Abstract

A catalyst alters the course of a chemical reaction without being consumed. Catalysts are the fairy dust that drives the chemical and petroleum industries, and, through their ability to improve reaction selectivity, enable alternate reaction pathways, and degrade unwanted side products, catalysts are a key component of society’s energy and environmental future. Fundamental understanding of catalytic phenomena requires knowledge at the molecular level. We learn about reaction pathways, i.e. the precise dance of the molecules, from chemical kinetic analysis, at both steady and unsteady state. To understand how a catalyst enables those pathways, however, we have to look into the reactor at the reacting catalytic site or at least characterize the chemical nature of the catalyst and its interaction with reacting molecules.

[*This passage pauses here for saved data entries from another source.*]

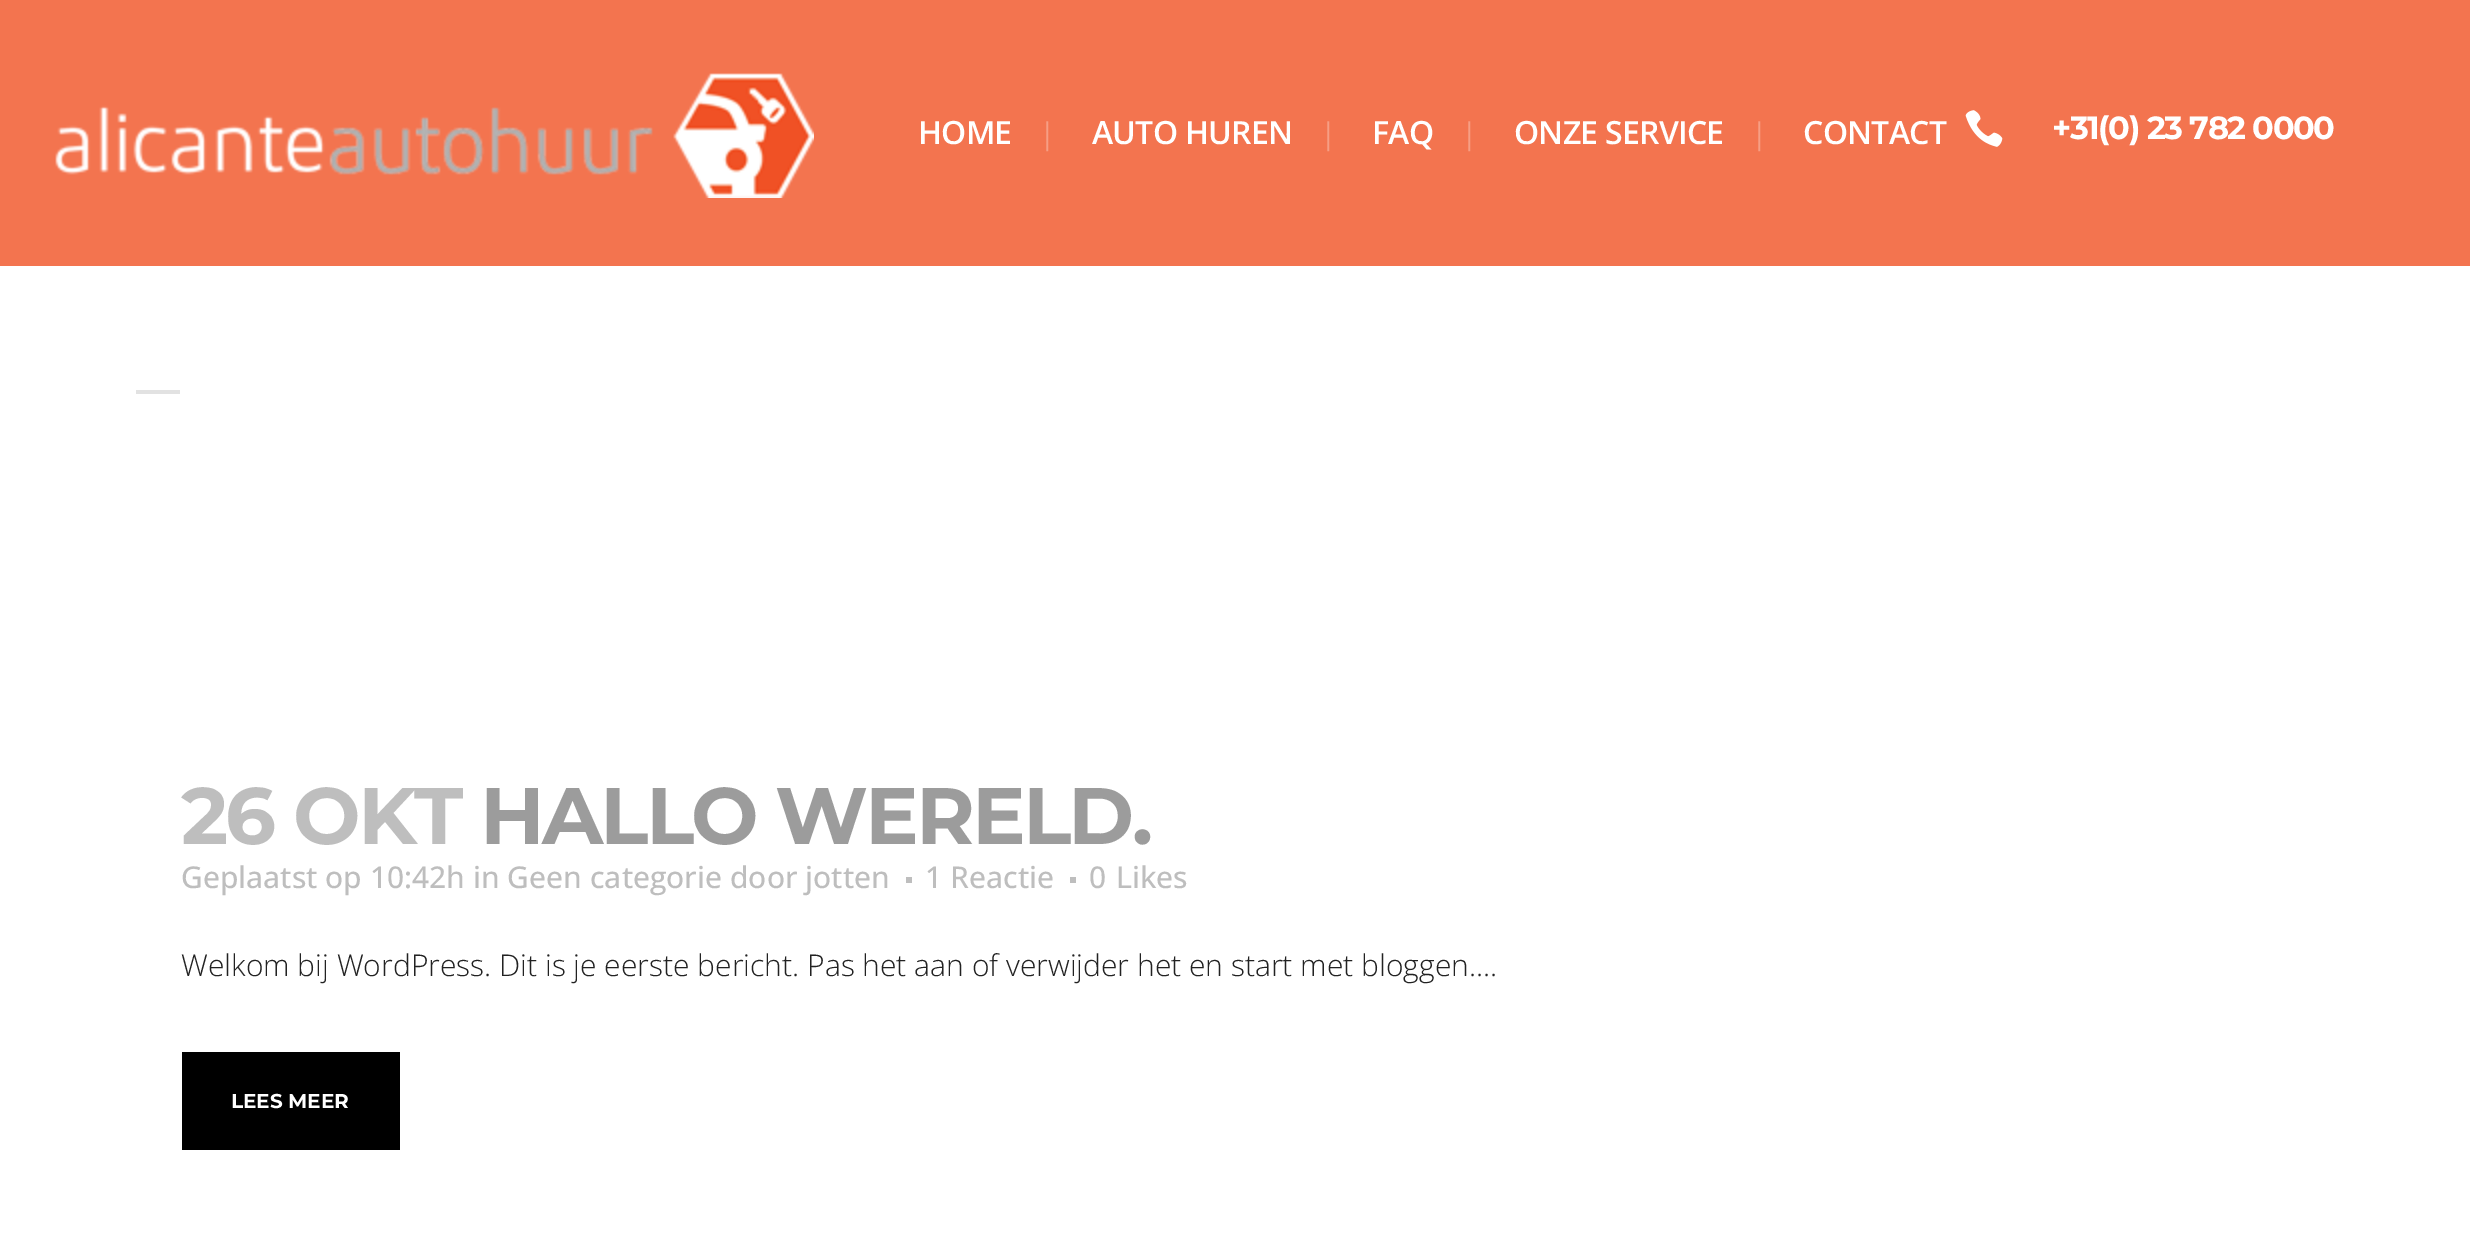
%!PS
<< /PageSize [2470 1257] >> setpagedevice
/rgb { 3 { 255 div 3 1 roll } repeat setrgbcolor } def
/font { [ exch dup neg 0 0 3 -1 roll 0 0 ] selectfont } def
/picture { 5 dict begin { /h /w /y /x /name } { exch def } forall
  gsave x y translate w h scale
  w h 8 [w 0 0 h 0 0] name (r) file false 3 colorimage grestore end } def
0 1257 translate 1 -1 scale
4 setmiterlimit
255 255 255 rgb
0 0 2470 1257 rectfill
243 116 79 rgb
0 0 2470 266 rectfill
(img/1.rgb) 55 73 759 125 picture
(img/2.rgb) 1965 110 38 37 picture
[
  [136 390 44 4 226 226 226]
  [906 877 6 6 190 190 190]
  [1070 877 6 6 190 190 190]
  [182 1052 218 98 0 0 0]
] { aload pop rgb rectfill } forall
/OpenSans-SemiBold 32 font
255 255 255 rgb
918 144 moveto -0.75 0 (HOME) ashow
/OpenSans-Regular 30 font
247 158 132 rgb
1039 144 moveto (|) show
/OpenSans-SemiBold 32 font
255 255 255 rgb
1092 144 moveto -0.75 0 (AUTO HUREN) ashow
/OpenSans-Regular 30 font
247 158 132 rgb
1320 144 moveto (|) show
/OpenSans-SemiBold 32 font
255 255 255 rgb
1372 144 moveto -0.75 0 (FAQ) ashow
/OpenSans-Regular 30 font
247 158 132 rgb
1461 144 moveto (|) show
/OpenSans-SemiBold 32 font
255 255 255 rgb
1514 144 moveto -0.75 0 (ONZE SERVICE) ashow
/OpenSans-Regular 30 font
247 158 132 rgb
1751 144 moveto (|) show
/OpenSans-SemiBold 32 font
255 255 255 rgb
1803 144 moveto -0.75 0 (CONTACT) ashow
/Montserrat-Bold 32 font
2052 139 moveto -1.4 0 (+31\(0\) 23 782 0000) ashow
/Montserrat-Bold 80 font
190 190 190 rgb
181 844 moveto -2.9 0 (26 OKT) ashow
156 156 156 rgb
480 844 moveto -2.9 0 (HALLO WERELD.) ashow
/OpenSans-Medium 30 font
190 190 190 rgb
[
  [(Geplaatst op 10:42h in Geen categorie door jotten) 181 888]
  [(1 Reactie) 925 888]
  [(0) 1089 888]
  [(Likes) 1116 888]
] { aload pop moveto show } forall
/OpenSans-Light 30 font
34 34 34 rgb
181 976 moveto (Welkom bij WordPress. Dit is je eerste bericht. Pas het aan of verwijder het en start met bloggen....) show
/Montserrat-Bold 20 font
255 255 255 rgb
231 1108 moveto (LEES MEER) show
showpage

We do this with an ever-expanding array of spectroscopic and microscopy tools. With the advent of reliable quantum level computation we now also have the ability to validate detailed molecule models of catalytic events. Thus, we are on the verge of making catalysis a science, i.e. of understanding the chemistry well enough to predict what chemical sites can catalyze particular reactions. This talk will illustrate how catalytic understanding has been gained in example systems including the water gas shift reaction, selective oxidation of propylene to propylene oxide, and olefin polymerization. A potential path forward to true catalyst design using a model-based approach we call Discovery Informatics will also be described.